Ocorre, porém, que tal previsão já existe na LEP. Está no artigo 29, § 1º, “d”. Lá garante que o preso trabalhe para ressarcir o Estado, porém, como dito alhures, não existe trabalho para o preso. A proposta não vai resolver o problema, ainda que diga que o preso deva trabalhar, mesmo porque, tal previsão é existente e vem textual no artigo 31, da LEP, ou seja, a proposta do Senado Federal é populista e não tem real intenção de resolver nada.
Em São Paulo coloca-se um preso, veja, digo um em um universo de milhares, para costurar bolas diariamente, das 08h às 17h, porém, quando ele sair do sistema prisional por acaso ele conseguirá na rua um emprego de costurador de bolas? conseguirá trabalhar como fazedor de lacinhos para embrulhos vendidos na 25 de Março? Não!

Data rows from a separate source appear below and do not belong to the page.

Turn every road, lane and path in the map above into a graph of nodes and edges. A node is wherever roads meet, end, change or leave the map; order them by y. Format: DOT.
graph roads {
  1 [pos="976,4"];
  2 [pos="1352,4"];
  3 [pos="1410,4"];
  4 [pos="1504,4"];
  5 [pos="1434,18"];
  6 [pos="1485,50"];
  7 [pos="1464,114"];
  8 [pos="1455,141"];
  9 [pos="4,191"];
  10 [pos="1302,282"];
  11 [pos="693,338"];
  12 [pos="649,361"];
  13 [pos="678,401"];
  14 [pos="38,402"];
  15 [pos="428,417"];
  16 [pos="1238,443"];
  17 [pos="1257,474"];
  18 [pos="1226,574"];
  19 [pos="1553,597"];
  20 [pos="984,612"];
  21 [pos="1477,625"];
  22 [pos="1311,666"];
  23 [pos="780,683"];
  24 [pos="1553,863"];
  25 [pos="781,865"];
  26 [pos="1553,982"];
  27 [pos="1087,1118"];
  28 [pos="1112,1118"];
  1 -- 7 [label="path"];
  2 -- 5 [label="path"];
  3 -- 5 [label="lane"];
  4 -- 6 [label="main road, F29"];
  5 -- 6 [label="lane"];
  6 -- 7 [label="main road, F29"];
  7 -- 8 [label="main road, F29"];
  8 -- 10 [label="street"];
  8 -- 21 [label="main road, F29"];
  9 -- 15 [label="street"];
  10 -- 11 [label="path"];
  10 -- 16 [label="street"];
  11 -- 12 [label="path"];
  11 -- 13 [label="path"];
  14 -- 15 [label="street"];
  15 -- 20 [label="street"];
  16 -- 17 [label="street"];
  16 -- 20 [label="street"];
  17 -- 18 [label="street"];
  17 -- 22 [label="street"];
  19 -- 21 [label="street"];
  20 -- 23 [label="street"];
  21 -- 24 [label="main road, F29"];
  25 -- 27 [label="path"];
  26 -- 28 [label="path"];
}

Temos notícias de presos passando fome, sem direito a visitas, sem roupas, sem atendimento médico, sem incentivos, estes presos, todos eles, sairão do sistema prisional para conviver conosco e não será um carro blindado ou um condomínio lacrado que impedirá de convivermos e cruzarmos com muitos deles nas ruas.
Precisamos repensar o que chamamos de ressocialização, pois o que tem sido aplicado até hoje não deu certo, logo, ou trocamos o técnico ou mudamos a tática, mas deixar como está não é alternativa.
Autor: Welington Araujo de Arruda é advogado militante na Defesa das Garantias Constitucionais. Especialista em História da Filosofia pela PUC-SP.